■ **Exercise description**
Every entry needs to be given again exactly as it reads.

● ● ●

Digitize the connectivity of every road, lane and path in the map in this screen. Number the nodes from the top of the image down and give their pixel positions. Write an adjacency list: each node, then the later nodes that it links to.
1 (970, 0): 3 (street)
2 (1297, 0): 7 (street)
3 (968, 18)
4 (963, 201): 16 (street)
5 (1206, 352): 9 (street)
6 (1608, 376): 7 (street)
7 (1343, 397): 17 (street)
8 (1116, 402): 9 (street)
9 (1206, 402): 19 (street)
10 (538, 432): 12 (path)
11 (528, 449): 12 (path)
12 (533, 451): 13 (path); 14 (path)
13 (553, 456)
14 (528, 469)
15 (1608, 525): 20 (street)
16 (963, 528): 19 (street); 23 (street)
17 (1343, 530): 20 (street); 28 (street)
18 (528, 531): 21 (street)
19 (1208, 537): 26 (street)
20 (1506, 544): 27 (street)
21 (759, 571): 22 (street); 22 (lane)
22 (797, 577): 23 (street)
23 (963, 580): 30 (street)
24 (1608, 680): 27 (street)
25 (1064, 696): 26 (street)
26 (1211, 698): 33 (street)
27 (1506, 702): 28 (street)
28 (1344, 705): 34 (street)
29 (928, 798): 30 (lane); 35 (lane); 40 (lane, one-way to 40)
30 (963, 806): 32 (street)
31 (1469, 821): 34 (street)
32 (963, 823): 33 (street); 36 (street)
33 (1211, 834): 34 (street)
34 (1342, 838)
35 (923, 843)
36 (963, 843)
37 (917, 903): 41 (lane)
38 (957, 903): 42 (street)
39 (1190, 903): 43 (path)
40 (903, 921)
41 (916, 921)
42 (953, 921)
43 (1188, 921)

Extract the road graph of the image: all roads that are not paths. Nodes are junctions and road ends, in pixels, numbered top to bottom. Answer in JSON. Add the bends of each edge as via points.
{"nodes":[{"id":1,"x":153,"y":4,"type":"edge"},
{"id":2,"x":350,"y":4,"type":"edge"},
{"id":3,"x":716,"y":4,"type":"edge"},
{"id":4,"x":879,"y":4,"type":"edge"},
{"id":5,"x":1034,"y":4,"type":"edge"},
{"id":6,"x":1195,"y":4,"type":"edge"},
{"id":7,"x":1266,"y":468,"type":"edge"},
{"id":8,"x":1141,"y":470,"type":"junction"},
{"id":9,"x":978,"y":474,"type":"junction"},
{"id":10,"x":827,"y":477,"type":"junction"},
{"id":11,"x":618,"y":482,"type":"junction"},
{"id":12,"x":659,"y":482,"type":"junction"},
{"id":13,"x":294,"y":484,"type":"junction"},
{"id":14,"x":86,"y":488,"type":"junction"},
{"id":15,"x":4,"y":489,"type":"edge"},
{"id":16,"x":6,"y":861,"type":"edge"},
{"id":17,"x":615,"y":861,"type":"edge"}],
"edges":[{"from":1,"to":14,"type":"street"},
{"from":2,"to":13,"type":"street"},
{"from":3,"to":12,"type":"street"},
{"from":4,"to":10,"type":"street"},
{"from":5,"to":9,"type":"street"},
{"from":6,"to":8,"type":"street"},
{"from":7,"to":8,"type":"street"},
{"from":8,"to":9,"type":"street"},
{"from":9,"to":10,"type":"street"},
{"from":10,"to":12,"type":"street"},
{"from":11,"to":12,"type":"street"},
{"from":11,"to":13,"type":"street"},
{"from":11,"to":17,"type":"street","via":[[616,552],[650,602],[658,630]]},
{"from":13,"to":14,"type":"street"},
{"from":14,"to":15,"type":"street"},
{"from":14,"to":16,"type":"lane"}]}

● ● ●

■ **Written answer**
Digitize the connectivity of every road, lane and path in the map in this screen. Number the nodes from the top of the image down and give their pixel positions. Write an adjacency list: each node, then the later nodes that it links to.
1 (970, 0): 3 (street)
2 (1297, 0): 7 (street)
3 (968, 18)
4 (963, 201): 16 (street)
5 (1206, 352): 9 (street)
6 (1608, 376): 7 (street)
7 (1343, 397): 17 (street)
8 (1116, 402): 9 (street)
9 (1206, 402): 19 (street)
10 (538, 432): 12 (path)
11 (528, 449): 12 (path)
12 (533, 451): 13 (path); 14 (path)
13 (553, 456)
14 (528, 469)
15 (1608, 525): 20 (street)
16 (963, 528): 19 (street); 23 (street)
17 (1343, 530): 20 (street); 28 (street)
18 (528, 531): 21 (street)
19 (1208, 537): 26 (street)
20 (1506, 544): 27 (street)
21 (759, 571): 22 (street); 22 (lane)
22 (797, 577): 23 (street)
23 (963, 580): 30 (street)
24 (1608, 680): 27 (street)
25 (1064, 696): 26 (street)
26 (1211, 698): 33 (street)
27 (1506, 702): 28 (street)
28 (1344, 705): 34 (street)
29 (928, 798): 30 (lane); 35 (lane); 40 (lane, one-way to 40)
30 (963, 806): 32 (street)
31 (1469, 821): 34 (street)
32 (963, 823): 33 (street); 36 (street)
33 (1211, 834): 34 (street)
34 (1342, 838)
35 (923, 843)
36 (963, 843)
37 (917, 903): 41 (lane)
38 (957, 903): 42 (street)
39 (1190, 903): 43 (path)
40 (903, 921)
41 (916, 921)
42 (953, 921)
43 (1188, 921)

Extract the road graph of the image: all roads that are not paths. Nodes are junctions and road ends, in pixels, numbered top to bottom. Answer in JSON. Add the bends of each edge as via points.
{"nodes":[{"id":1,"x":153,"y":4,"type":"edge"},
{"id":2,"x":350,"y":4,"type":"edge"},
{"id":3,"x":716,"y":4,"type":"edge"},
{"id":4,"x":879,"y":4,"type":"edge"},
{"id":5,"x":1034,"y":4,"type":"edge"},
{"id":6,"x":1195,"y":4,"type":"edge"},
{"id":7,"x":1266,"y":468,"type":"edge"},
{"id":8,"x":1141,"y":470,"type":"junction"},
{"id":9,"x":978,"y":474,"type":"junction"},
{"id":10,"x":827,"y":477,"type":"junction"},
{"id":11,"x":618,"y":482,"type":"junction"},
{"id":12,"x":659,"y":482,"type":"junction"},
{"id":13,"x":294,"y":484,"type":"junction"},
{"id":14,"x":86,"y":488,"type":"junction"},
{"id":15,"x":4,"y":489,"type":"edge"},
{"id":16,"x":6,"y":861,"type":"edge"},
{"id":17,"x":615,"y":861,"type":"edge"}],
"edges":[{"from":1,"to":14,"type":"street"},
{"from":2,"to":13,"type":"street"},
{"from":3,"to":12,"type":"street"},
{"from":4,"to":10,"type":"street"},
{"from":5,"to":9,"type":"street"},
{"from":6,"to":8,"type":"street"},
{"from":7,"to":8,"type":"street"},
{"from":8,"to":9,"type":"street"},
{"from":9,"to":10,"type":"street"},
{"from":10,"to":12,"type":"street"},
{"from":11,"to":12,"type":"street"},
{"from":11,"to":13,"type":"street"},
{"from":11,"to":17,"type":"street","via":[[616,552],[650,602],[658,630]]},
{"from":13,"to":14,"type":"street"},
{"from":14,"to":15,"type":"street"},
{"from":14,"to":16,"type":"lane"}]}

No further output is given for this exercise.